(WORK TASK): Only one stretch of the records below is wanted: the lines from the one holding "path.moveTo(r[0], r[1]);" through the one holding "if (halo) c.strokeText(text, 0, 0);". Return it exactly, both ends included.

Dataset entries:
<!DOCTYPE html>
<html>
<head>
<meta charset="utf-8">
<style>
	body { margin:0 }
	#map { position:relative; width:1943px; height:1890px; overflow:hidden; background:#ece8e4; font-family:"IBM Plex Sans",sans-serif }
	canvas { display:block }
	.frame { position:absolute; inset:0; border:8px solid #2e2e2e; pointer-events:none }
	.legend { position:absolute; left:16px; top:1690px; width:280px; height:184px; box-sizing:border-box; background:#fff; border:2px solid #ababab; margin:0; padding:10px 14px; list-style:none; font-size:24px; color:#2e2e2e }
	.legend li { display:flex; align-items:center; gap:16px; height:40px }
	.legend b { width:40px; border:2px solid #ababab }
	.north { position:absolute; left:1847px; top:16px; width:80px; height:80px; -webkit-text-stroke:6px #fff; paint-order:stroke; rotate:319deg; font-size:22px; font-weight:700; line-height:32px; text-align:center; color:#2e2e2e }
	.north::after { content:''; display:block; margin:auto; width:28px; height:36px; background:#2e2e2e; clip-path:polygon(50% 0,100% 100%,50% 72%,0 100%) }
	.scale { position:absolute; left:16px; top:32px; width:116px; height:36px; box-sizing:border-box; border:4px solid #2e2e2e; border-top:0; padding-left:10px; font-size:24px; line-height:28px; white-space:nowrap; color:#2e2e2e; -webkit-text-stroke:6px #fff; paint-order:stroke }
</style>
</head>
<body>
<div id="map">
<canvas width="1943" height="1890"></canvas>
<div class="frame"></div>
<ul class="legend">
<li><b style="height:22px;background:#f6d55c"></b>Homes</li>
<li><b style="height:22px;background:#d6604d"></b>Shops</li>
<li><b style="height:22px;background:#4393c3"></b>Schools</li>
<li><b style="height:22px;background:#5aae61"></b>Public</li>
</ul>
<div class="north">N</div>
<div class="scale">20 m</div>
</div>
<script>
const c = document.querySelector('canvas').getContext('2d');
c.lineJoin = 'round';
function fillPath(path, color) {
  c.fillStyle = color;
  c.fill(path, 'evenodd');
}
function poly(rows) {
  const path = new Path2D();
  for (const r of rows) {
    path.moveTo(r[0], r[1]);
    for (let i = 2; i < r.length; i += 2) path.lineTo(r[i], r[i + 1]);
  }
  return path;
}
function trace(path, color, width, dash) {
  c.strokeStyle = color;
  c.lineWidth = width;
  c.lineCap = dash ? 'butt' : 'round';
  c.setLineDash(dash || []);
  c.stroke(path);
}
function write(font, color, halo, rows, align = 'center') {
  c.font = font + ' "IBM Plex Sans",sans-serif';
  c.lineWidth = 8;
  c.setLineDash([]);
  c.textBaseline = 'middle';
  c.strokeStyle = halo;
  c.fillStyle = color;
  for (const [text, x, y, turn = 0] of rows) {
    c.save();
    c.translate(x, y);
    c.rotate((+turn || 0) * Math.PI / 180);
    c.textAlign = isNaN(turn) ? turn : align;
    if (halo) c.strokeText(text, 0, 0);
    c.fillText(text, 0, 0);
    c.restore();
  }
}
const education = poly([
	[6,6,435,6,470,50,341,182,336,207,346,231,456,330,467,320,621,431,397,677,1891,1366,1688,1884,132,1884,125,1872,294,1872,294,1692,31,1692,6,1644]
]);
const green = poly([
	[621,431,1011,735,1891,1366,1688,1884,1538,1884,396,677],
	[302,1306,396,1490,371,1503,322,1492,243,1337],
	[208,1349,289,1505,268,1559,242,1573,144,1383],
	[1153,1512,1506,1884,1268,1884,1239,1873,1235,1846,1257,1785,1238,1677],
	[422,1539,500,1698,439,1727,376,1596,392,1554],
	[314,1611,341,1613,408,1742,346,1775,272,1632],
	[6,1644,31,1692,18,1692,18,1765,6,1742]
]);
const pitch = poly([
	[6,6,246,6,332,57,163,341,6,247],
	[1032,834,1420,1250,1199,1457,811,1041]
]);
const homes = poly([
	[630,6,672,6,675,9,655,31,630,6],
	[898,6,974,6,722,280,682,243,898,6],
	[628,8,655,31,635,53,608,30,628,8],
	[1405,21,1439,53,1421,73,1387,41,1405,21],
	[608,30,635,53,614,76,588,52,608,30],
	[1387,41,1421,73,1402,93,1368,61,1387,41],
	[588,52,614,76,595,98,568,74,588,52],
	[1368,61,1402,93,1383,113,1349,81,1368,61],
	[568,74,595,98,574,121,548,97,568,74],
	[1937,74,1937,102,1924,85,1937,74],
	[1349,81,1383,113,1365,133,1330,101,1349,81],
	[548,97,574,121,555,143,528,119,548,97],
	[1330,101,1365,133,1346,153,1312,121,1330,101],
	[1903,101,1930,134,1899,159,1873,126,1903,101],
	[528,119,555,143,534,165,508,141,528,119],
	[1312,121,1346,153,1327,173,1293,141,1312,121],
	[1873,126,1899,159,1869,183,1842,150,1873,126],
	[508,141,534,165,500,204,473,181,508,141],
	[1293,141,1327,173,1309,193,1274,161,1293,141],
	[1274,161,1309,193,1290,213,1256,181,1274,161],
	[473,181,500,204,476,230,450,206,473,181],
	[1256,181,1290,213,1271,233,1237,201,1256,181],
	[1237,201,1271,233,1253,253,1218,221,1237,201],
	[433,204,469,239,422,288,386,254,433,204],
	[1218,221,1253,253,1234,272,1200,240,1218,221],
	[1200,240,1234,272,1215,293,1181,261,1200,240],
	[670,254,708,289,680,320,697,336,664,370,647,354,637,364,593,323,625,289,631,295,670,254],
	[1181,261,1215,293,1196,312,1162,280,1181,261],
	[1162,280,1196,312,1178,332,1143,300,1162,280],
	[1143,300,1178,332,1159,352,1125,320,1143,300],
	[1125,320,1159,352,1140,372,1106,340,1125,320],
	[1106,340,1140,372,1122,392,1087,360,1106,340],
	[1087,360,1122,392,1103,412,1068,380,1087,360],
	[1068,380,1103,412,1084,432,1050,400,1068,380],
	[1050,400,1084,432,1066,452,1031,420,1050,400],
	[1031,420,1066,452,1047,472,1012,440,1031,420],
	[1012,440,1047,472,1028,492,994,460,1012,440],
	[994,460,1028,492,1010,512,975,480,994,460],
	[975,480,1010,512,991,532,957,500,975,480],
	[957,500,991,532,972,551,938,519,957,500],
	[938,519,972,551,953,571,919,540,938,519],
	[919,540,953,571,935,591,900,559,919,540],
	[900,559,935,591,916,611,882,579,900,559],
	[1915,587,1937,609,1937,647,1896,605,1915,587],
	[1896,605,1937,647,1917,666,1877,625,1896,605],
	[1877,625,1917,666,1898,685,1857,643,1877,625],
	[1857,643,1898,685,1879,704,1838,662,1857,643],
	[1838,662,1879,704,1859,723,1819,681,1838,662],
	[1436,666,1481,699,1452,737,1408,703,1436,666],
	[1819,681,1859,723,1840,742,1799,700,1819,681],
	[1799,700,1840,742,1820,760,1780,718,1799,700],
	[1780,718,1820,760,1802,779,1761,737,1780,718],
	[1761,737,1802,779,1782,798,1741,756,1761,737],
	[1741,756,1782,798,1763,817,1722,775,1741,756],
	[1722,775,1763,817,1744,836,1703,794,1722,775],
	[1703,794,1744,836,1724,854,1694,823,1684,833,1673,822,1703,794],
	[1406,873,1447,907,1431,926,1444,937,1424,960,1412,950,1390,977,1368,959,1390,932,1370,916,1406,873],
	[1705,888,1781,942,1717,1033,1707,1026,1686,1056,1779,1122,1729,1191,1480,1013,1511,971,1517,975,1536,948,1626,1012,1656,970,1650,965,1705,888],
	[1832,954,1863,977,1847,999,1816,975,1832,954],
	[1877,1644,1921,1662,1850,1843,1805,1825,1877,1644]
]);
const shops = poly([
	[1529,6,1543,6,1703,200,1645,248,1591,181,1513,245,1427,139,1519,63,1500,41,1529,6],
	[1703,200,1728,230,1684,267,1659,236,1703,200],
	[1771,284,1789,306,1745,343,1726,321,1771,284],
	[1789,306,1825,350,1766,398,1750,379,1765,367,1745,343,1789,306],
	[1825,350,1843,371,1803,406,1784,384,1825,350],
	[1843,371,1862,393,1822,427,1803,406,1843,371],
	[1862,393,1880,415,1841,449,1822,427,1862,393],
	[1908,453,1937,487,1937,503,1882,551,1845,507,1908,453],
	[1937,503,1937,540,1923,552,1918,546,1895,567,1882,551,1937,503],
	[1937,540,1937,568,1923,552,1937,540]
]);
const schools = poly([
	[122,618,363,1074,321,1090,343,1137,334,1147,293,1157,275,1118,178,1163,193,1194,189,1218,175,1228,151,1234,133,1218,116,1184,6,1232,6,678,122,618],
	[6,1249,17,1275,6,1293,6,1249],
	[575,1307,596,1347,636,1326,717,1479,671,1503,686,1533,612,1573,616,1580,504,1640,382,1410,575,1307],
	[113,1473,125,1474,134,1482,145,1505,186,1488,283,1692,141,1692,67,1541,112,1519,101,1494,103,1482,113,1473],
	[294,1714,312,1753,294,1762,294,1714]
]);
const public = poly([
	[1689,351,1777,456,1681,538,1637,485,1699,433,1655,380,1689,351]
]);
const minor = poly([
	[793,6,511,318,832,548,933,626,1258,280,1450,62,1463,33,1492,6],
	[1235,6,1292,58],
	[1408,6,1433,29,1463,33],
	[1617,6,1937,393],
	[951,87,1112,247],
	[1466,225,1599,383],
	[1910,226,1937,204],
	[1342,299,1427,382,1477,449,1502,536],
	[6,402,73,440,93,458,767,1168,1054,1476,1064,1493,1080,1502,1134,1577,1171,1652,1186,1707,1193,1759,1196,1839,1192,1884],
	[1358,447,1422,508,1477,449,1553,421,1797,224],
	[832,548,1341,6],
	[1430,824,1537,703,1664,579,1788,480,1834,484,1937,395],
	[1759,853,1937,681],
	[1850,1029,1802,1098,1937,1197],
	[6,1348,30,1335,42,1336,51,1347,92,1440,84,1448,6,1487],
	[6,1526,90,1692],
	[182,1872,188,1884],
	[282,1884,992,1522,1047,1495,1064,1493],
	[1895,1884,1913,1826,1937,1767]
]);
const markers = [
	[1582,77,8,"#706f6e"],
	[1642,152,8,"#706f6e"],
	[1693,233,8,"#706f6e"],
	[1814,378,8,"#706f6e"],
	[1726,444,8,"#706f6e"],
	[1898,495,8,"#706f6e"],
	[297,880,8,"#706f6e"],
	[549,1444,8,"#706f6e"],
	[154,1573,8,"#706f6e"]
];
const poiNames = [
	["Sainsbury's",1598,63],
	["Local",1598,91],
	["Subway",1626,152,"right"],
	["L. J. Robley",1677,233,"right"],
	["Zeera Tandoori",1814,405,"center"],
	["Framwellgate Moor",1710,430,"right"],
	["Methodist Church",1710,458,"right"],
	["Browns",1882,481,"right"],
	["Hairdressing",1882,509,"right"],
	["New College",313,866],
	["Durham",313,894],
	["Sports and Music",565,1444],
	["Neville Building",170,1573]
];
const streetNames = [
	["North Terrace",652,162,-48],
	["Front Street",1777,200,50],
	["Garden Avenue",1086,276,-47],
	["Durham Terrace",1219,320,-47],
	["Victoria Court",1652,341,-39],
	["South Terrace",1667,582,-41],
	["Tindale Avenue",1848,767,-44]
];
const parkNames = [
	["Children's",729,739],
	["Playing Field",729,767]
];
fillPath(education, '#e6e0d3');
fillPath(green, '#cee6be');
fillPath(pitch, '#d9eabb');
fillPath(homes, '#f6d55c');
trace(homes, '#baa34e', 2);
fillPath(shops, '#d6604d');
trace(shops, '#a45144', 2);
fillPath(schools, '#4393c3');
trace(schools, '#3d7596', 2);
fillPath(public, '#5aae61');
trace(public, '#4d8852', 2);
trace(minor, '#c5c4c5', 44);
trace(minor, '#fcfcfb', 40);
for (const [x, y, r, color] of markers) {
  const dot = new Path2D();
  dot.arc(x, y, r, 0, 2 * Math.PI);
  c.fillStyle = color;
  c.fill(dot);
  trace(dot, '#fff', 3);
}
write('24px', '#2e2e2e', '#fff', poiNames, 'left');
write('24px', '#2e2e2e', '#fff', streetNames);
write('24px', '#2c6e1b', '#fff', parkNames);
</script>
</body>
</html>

(YOUR RESPONSE):
    path.moveTo(r[0], r[1]);
    for (let i = 2; i < r.length; i += 2) path.lineTo(r[i], r[i + 1]);
  }
  return path;
}
function trace(path, color, width, dash) {
  c.strokeStyle = color;
  c.lineWidth = width;
  c.lineCap = dash ? 'butt' : 'round';
  c.setLineDash(dash || []);
  c.stroke(path);
}
function write(font, color, halo, rows, align = 'center') {
  c.font = font + ' "IBM Plex Sans",sans-serif';
  c.lineWidth = 8;
  c.setLineDash([]);
  c.textBaseline = 'middle';
  c.strokeStyle = halo;
  c.fillStyle = color;
  for (const [text, x, y, turn = 0] of rows) {
    c.save();
    c.translate(x, y);
    c.rotate((+turn || 0) * Math.PI / 180);
    c.textAlign = isNaN(turn) ? turn : align;
    if (halo) c.strokeText(text, 0, 0);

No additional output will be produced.